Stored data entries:
== Segment start ==

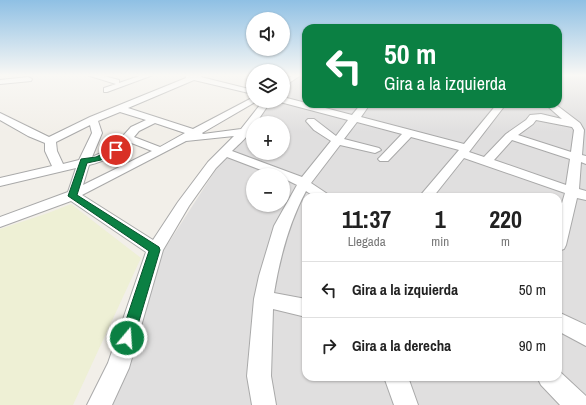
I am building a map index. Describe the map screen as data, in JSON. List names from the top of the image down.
{
  "page": {
    "map_buttons": ["+", "−"],
    "turn": ["50 m", "Gira a la izquierda"],
    "eta": [
      "11:37",
      "Llegada",
      "1",
      "min",
      "220",
      "m"
    ],
    "list": [
      {
        "name": "Gira a la izquierda",
        "value": "50 m"
      },
      {
        "name": "Gira a la derecha",
        "value": "90 m"
      }
    ]
  }
}
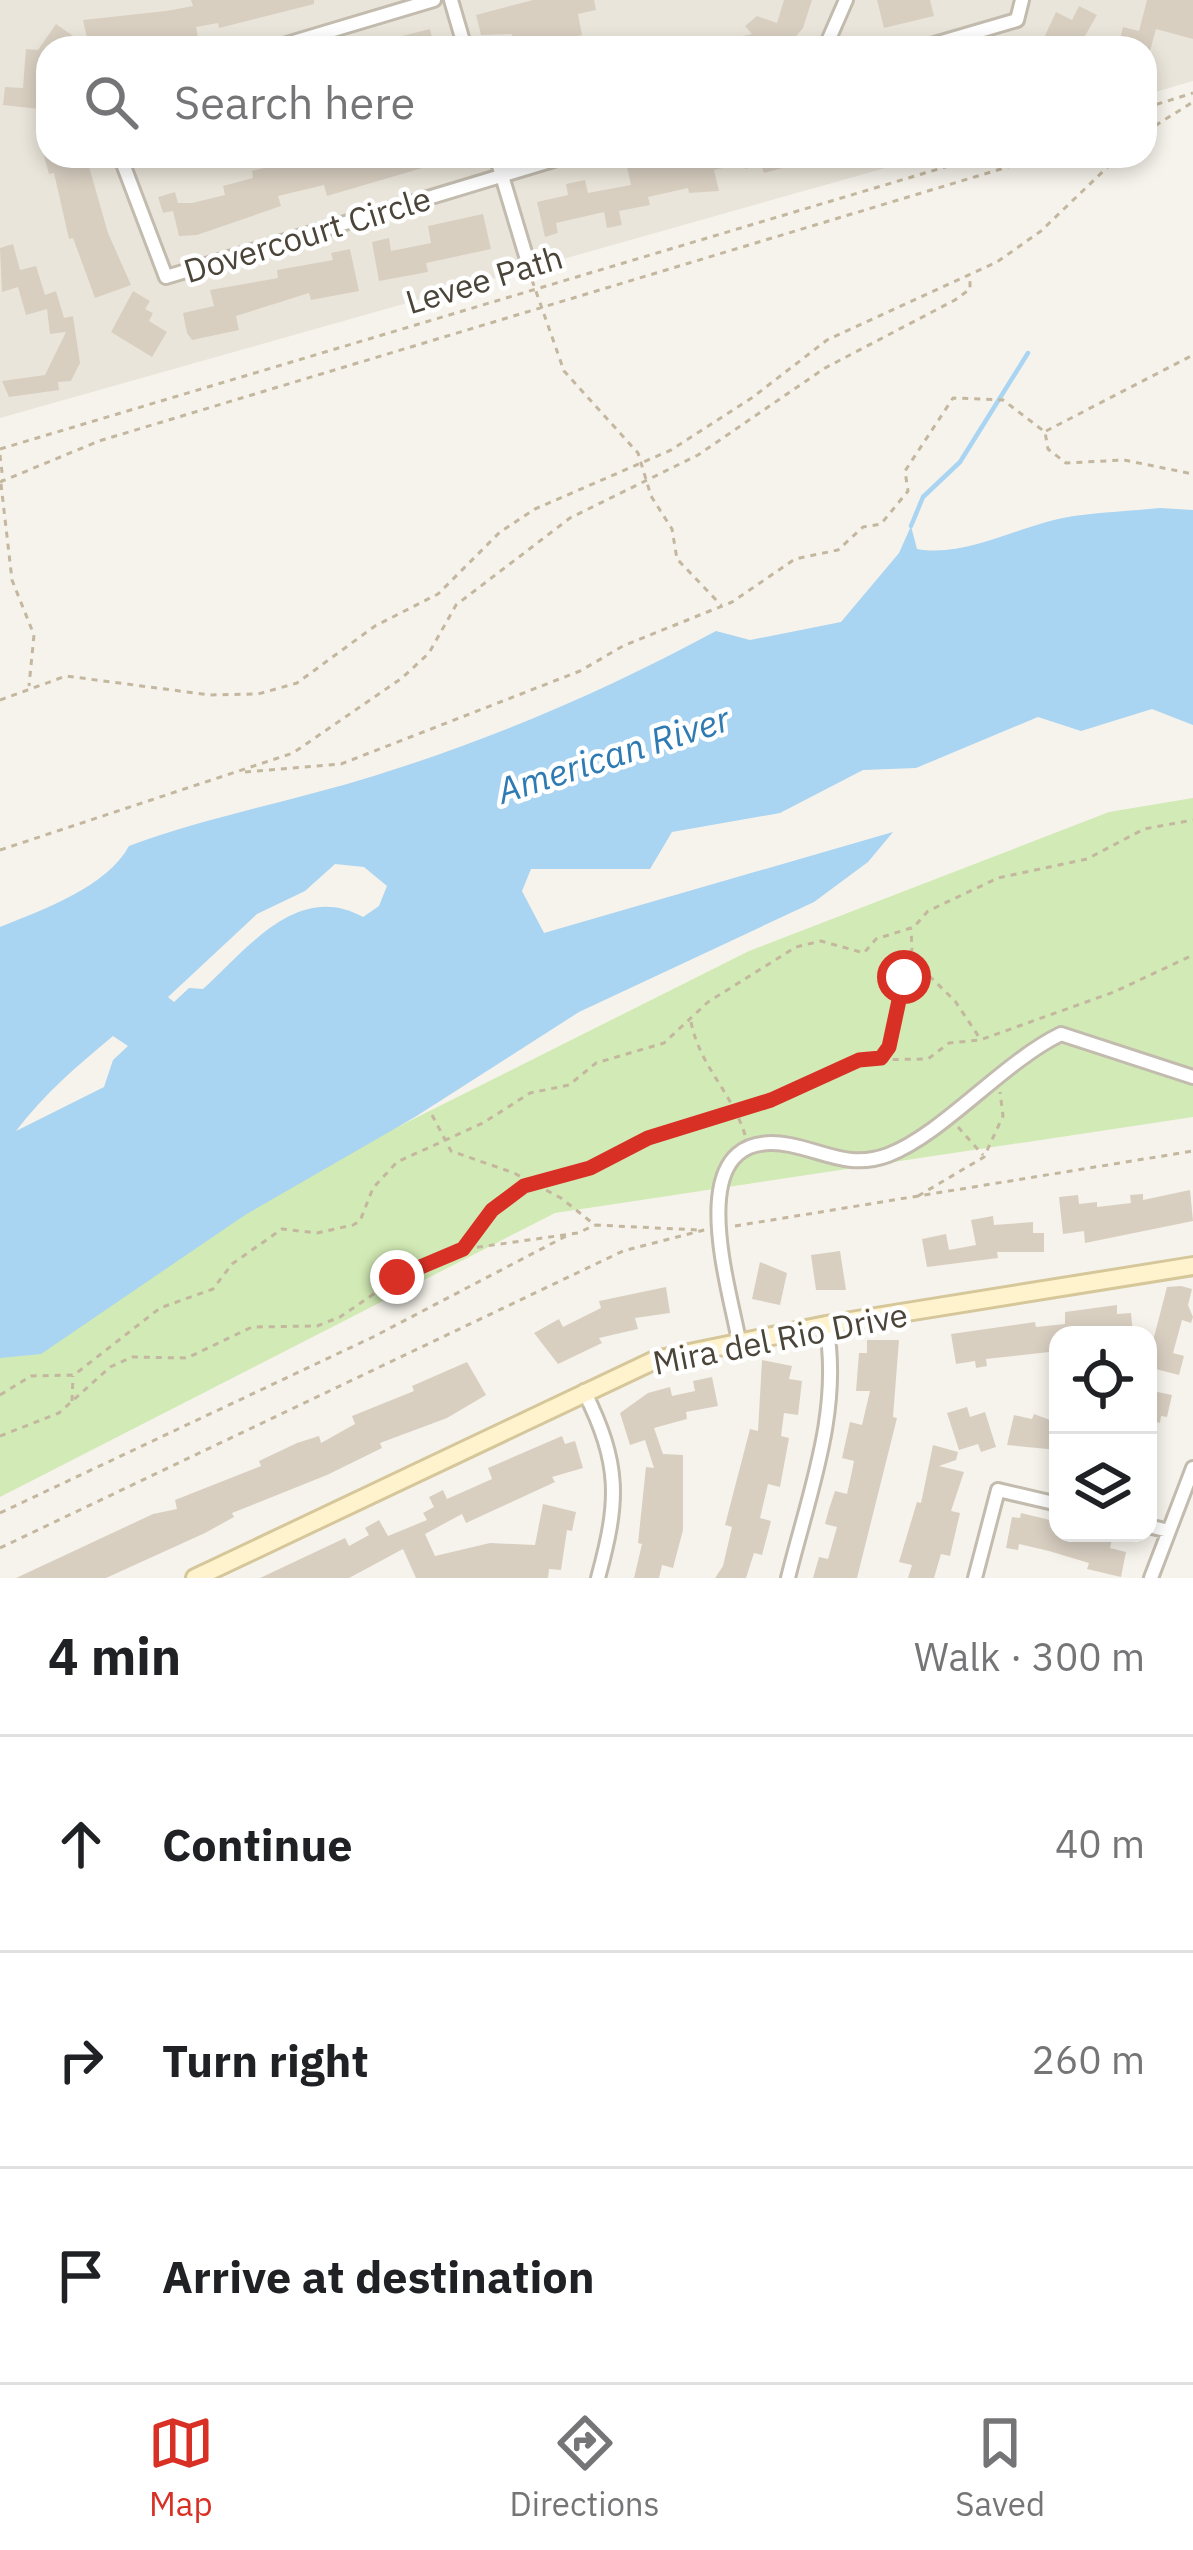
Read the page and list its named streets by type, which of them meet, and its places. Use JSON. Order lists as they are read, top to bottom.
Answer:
{
  "streets": {
    "street": ["Dovercourt Circle", "Mira del Rio Drive"],
    "path": ["Levee Path"]
  },
  "water": ["American River"],
  "page": {
    "search": "Search here",
    "heading": ["4 min", "Walk · 300 m"],
    "list": [
      ["Continue", "40 m"],
      ["Turn right", "260 m"],
      "Arrive at destination"
    ],
    "nav": ["Map", "Directions", "Saved"]
  }
}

== Segment end ==

Your goal: Without the images, write out all of the records exactly.

Task answer:
I am building a map index. Describe the map screen as data, in JSON. List names from the top of the image down.
{
  "page": {
    "map_buttons": ["+", "−"],
    "turn": ["50 m", "Gira a la izquierda"],
    "eta": [
      "11:37",
      "Llegada",
      "1",
      "min",
      "220",
      "m"
    ],
    "list": [
      {
        "name": "Gira a la izquierda",
        "value": "50 m"
      },
      {
        "name": "Gira a la derecha",
        "value": "90 m"
      }
    ]
  }
}
Read the page and list its named streets by type, which of them meet, and its places. Use JSON. Order lists as they are read, top to bottom.
Answer:
{
  "streets": {
    "street": ["Dovercourt Circle", "Mira del Rio Drive"],
    "path": ["Levee Path"]
  },
  "water": ["American River"],
  "page": {
    "search": "Search here",
    "heading": ["4 min", "Walk · 300 m"],
    "list": [
      ["Continue", "40 m"],
      ["Turn right", "260 m"],
      "Arrive at destination"
    ],
    "nav": ["Map", "Directions", "Saved"]
  }
}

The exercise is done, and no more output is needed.